Die technische Umsetzbarkeit eines Rechts auf Erklärung ist angesichts der Natur selbstlernender Systeme als «Black Box» keine Selbstverständlichkeit. Die Machine Learning (ML) Community arbeitet in diesem Zusammenhang seit Längerem an Lösungen, etwa im Rahmen des 2016 lancierten Projekts zu «Explainable AI» (XAI) der amerikanischen Defense Advanced Research Projects Agency. Unter dem Titel «Explainable AI» oder «Explainable ML» wird diskutiert, wie undurchsichtige ML-Modelle erklär- und nachvollziehbar gemacht werden können.
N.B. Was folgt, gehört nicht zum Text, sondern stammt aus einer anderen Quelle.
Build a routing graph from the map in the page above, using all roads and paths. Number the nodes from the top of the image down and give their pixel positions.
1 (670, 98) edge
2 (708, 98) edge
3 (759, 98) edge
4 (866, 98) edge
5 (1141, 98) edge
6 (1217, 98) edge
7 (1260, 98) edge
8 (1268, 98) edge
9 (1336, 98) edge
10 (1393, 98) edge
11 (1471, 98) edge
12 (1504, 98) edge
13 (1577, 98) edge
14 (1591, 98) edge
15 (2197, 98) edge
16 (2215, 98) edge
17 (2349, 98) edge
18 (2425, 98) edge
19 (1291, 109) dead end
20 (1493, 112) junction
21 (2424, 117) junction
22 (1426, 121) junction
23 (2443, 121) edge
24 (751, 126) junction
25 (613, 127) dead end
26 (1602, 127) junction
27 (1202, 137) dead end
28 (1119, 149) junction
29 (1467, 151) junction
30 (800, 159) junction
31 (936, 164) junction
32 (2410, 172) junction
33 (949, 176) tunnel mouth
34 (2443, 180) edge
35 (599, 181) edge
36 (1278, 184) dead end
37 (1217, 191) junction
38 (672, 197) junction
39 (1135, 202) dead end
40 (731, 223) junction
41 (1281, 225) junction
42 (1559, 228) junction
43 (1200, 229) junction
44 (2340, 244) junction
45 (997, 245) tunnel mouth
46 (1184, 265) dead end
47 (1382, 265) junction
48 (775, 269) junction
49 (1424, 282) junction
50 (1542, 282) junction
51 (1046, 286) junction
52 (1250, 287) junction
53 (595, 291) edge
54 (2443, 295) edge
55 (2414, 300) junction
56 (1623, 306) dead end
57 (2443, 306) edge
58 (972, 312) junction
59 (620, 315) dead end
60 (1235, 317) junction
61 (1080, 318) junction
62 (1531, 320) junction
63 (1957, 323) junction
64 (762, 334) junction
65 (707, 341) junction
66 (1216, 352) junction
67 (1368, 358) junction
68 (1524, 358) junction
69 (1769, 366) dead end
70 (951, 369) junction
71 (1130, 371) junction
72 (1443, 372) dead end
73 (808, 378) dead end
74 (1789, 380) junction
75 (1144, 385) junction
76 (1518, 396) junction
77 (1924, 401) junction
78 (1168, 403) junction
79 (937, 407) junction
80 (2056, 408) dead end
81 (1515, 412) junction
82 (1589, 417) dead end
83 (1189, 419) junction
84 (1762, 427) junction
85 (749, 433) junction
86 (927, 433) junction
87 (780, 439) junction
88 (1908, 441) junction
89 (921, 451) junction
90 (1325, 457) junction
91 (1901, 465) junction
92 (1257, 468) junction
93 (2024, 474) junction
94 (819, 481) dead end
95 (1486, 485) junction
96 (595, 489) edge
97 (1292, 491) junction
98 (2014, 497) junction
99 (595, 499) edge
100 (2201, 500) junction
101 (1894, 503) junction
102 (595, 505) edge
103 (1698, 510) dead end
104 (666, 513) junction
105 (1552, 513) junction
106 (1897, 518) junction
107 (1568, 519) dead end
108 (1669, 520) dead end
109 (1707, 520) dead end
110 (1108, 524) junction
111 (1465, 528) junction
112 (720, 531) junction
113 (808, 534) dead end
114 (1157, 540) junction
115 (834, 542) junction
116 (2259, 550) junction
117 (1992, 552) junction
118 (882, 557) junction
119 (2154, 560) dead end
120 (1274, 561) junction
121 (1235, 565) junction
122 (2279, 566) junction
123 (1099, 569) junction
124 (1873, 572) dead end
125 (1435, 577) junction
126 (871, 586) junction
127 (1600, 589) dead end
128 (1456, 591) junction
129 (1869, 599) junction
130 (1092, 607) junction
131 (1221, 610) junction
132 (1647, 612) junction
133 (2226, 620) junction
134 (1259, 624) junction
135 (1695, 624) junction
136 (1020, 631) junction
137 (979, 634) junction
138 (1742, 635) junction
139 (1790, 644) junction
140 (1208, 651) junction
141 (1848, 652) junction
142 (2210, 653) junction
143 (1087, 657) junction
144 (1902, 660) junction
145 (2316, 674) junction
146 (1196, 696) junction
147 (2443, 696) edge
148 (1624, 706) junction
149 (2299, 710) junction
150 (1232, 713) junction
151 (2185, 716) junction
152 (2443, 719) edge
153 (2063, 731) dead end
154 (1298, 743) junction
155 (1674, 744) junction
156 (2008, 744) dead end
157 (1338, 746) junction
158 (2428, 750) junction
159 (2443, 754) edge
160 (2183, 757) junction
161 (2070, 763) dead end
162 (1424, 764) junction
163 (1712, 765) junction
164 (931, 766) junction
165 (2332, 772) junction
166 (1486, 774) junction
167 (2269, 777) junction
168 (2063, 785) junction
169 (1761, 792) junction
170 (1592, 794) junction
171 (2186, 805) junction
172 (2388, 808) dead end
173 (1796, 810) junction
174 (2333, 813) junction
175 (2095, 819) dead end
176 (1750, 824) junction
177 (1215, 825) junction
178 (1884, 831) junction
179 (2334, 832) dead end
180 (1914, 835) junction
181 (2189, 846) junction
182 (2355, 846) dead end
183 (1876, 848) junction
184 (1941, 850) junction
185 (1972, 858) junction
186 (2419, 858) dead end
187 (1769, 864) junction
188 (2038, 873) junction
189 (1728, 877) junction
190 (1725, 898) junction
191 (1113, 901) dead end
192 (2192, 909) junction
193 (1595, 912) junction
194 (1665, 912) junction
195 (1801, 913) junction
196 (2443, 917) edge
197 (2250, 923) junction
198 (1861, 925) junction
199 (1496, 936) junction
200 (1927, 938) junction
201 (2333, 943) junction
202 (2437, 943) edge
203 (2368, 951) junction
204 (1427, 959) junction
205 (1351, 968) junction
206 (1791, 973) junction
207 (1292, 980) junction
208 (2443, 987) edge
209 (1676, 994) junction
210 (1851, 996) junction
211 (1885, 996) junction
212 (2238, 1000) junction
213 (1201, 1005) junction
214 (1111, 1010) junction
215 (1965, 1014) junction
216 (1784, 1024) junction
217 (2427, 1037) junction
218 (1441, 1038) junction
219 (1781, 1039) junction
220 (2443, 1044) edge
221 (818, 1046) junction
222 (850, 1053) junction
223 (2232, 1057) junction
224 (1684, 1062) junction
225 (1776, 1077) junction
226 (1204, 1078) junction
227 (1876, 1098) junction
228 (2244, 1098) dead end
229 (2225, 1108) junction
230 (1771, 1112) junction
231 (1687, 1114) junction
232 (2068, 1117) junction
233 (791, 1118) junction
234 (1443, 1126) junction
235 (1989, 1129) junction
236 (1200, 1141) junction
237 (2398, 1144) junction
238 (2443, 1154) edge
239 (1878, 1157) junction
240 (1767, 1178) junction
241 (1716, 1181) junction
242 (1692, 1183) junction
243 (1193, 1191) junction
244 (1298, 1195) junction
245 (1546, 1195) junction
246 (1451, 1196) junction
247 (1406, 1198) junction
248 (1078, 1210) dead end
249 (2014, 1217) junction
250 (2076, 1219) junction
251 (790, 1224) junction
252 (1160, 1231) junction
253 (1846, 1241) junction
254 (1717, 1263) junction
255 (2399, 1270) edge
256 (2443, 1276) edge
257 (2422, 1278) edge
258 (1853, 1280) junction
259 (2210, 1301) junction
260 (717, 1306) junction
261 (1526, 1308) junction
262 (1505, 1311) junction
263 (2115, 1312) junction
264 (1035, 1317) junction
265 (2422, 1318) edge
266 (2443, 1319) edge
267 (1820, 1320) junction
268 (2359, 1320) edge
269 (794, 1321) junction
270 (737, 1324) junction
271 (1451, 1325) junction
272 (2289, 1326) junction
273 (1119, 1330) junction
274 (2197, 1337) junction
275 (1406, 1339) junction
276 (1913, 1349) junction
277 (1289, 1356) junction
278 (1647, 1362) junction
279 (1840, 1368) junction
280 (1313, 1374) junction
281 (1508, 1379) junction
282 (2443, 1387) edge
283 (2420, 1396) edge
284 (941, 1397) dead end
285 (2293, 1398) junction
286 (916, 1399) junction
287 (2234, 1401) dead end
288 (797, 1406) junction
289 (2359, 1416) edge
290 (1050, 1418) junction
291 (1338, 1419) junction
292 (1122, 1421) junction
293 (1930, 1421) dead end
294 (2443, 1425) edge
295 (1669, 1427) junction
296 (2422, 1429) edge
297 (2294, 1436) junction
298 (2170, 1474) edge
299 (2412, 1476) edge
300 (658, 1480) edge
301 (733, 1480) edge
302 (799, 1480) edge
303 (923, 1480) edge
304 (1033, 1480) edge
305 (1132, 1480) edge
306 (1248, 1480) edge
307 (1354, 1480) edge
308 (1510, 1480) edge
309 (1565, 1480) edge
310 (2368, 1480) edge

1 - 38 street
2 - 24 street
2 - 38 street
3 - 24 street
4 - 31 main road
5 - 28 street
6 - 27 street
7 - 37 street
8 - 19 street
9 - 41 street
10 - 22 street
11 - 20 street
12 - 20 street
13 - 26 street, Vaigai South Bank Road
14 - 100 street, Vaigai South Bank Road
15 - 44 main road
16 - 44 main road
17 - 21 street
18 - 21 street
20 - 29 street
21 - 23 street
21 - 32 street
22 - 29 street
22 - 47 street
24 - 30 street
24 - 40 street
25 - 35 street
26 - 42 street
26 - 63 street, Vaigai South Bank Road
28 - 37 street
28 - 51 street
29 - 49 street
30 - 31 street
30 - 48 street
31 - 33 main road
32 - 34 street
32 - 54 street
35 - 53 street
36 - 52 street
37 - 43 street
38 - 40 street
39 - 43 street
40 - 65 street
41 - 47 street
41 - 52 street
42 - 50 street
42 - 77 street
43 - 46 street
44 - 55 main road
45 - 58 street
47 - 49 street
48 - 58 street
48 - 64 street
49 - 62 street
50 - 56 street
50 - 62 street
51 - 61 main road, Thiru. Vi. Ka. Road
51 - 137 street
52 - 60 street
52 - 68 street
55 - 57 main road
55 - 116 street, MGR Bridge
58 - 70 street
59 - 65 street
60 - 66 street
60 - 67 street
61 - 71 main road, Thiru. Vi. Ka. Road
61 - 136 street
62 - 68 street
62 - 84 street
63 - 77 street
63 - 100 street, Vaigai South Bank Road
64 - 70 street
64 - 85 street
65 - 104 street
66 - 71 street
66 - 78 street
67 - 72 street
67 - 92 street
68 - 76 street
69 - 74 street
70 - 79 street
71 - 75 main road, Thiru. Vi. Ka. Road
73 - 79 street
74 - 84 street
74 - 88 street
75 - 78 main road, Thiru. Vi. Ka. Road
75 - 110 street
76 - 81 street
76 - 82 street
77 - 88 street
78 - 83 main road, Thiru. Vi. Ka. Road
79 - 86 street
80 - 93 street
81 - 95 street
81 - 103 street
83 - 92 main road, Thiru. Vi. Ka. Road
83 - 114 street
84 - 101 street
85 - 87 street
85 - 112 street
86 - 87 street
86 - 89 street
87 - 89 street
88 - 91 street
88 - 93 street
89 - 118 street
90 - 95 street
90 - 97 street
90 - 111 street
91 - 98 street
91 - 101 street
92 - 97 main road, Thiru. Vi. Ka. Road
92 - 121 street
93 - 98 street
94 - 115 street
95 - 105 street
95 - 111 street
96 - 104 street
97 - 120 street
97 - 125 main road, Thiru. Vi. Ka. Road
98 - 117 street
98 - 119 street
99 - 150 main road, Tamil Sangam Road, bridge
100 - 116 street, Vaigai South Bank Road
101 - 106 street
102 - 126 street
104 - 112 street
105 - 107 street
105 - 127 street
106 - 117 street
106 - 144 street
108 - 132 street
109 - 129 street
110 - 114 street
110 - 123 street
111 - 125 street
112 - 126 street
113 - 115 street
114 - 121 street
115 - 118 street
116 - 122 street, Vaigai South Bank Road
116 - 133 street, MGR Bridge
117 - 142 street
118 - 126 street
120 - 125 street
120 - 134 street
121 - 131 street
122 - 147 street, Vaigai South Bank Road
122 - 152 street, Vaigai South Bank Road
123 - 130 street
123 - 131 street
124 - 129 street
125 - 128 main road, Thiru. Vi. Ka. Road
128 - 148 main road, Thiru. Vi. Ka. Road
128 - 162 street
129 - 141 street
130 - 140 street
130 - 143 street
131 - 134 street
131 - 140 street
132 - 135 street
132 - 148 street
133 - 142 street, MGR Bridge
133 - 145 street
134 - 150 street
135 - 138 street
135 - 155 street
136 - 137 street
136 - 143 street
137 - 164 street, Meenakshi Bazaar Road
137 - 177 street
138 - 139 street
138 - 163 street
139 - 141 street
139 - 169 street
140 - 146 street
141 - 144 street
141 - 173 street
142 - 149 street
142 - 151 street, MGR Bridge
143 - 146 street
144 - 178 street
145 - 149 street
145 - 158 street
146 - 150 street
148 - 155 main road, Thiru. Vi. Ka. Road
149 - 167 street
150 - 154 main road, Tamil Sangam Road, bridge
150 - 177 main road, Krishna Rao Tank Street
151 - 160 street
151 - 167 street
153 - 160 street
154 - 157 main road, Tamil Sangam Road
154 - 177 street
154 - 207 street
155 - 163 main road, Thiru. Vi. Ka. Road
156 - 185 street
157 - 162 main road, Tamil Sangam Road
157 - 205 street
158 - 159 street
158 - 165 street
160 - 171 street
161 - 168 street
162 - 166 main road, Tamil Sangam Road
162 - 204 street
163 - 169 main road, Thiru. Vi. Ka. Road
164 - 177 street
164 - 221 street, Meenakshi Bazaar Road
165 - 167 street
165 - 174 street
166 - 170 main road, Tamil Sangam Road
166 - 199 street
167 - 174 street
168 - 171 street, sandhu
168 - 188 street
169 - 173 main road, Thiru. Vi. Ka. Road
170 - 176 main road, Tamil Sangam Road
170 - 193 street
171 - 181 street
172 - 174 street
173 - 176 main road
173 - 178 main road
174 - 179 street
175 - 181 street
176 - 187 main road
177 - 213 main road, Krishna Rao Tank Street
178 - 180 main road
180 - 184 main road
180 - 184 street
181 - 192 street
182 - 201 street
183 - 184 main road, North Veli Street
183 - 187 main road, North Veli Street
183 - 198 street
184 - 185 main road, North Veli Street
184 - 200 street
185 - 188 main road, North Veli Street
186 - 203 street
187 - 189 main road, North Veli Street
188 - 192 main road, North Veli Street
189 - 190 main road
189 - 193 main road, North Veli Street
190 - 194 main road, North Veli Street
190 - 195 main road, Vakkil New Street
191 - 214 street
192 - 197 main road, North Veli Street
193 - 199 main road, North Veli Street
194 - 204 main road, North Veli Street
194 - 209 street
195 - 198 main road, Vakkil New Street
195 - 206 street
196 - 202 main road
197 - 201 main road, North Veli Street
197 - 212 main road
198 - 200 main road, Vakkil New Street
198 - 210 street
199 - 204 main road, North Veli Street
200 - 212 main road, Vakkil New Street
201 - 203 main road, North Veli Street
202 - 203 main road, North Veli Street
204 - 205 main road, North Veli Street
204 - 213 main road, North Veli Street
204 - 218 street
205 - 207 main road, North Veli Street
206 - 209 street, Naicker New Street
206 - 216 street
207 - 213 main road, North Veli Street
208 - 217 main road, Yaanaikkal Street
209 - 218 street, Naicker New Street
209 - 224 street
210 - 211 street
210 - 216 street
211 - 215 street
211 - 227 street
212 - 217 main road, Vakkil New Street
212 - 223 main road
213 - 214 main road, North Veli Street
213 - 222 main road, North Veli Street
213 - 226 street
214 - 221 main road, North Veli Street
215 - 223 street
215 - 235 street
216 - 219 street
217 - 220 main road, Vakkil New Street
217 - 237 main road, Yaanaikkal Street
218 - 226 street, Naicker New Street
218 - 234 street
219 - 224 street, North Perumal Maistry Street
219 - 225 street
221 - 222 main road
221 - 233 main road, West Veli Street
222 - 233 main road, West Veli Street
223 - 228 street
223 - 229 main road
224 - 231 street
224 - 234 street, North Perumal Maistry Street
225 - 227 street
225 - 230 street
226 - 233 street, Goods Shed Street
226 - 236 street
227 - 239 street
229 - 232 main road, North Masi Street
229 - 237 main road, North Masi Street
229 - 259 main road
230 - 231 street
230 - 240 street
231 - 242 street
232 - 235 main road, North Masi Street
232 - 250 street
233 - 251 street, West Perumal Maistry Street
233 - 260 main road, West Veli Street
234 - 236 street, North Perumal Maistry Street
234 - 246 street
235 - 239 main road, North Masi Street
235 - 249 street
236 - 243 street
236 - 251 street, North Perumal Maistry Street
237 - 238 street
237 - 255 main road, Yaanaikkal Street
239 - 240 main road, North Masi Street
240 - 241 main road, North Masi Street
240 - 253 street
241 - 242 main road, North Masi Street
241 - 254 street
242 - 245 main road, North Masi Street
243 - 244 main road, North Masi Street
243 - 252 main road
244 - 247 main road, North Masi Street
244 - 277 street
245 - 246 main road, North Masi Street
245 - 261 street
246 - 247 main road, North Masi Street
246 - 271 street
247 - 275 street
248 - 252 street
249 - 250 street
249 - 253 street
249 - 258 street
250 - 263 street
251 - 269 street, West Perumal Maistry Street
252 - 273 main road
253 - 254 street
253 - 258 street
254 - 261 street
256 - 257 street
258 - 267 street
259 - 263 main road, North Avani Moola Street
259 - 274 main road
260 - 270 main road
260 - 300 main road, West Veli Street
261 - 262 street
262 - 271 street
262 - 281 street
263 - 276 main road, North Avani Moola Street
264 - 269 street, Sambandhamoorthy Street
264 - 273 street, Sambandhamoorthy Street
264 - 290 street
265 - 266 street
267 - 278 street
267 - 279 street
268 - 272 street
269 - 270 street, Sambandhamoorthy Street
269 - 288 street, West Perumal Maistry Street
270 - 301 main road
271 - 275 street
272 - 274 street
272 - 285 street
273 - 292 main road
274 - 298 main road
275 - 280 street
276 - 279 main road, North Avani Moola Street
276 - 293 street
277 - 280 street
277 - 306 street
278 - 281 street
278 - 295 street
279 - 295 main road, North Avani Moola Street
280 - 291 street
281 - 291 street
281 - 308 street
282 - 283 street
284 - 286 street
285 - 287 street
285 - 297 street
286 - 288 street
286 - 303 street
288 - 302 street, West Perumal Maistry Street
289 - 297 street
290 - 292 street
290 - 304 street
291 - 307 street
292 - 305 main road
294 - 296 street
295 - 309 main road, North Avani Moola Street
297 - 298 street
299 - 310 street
Konkret sollen dem Nutzer einzelne Entscheidungsschritte erläutert, die allgemeinen Stärken und Schwächen des Modells vermittelt und ein Verständnis dafür ermöglicht werden, wie sich das System in Zukunft verhalten wird. Kritisch ist speziell der Trade-off zwischen der Vorhersagegenauigkeit eines Systems und dessen Nachvollziehbarkeit: So weisen künstliche neuronale Netze und Deep-Learning-Verfahren eine hohe Vorhersagegenauigkeit auf, sind aber (noch) schwer nachvollziehbar.

 

Um algorithmisches Wirken nachvollziehbarer zu machen, wird auch die Einführung eines Zulassungstests für komplexe Algorithmen mit sensiblem Anwendungsbereich diskutiert. Denkbar wäre ferner die Einführung einer Kennzeichnungspflicht für gewisse Algorithmen. Diese Lösungen können vertrauensbildend und transparenzsteigernd wirken, führen allerdings zu einem hohen bürokratischen Aufwand – und zu einer Beschränkung der unternehmerischen Freiheit. Eine weitere Möglichkeit wäre die Schaffung eines digitalen Antidiskriminierungsgesetzes, über das eine staatliche Aufsichtsbehörde wachen könnte. Die konkrete Ausgestaltung eines solchen Gesetzes dürfte allerdings schwierig werden und das Gesetz bis zu seiner Umsetzung wieder veraltet sein. Naheliegender wäre die Anpassung bestehender Gesetze, etwa des in Deutschland geltenden Allgemeinen Gleichbehandlungsgesetzes, auf die digitale Wirtschaft. In der Schweiz fehlt allerdings eine vergleichbare Rechtsgrundlage. Angedacht wird ferner, schon die Entwicklung von Algorithmen durch organisatorische Massnahmen zu optimieren, etwa durch eine Erhöhung der Vielfalt («diversity») in den Entwicklerteams. Nicht nur bei der Entwicklung selbstlernender Algorithmen, sondern auch bei deren Implementierung könnten Selbstregulierungen der Industrie förderlich sein und grössere Akzeptanz geniessen.

 

Eine Anweisung zur schrittweisen Lösung des Problems – dies die Definition des Algorithmus – wird es für die Herausforderungen der Algorithmisierung nicht geben. Gefragt sind ausgewogene interdisziplinäre Ansätze ausgehend von einer gesellschaftlichen Diskussion darüber, inwieweit wir Algorithmen überhaupt die Hoheit über uns geben wollen. Damit wir verstehen, was wir regulieren wollen, ist eines unverzichtbar: Bildung. Eine erfolgreiche Zukunft bedingt digitale Kompetenz, die mitunter in den Bildungsstätten erfahren und erlernt werden muss. Künstliche Intelligenz dürfte eine der transformativsten Innovationen der Menschheitsgeschichte sein. Eine aufgeklärte und reflektierte Auseinandersetzung mit ihr ist zentral, damit aus der Algorithmisierung keine Algokratie wird.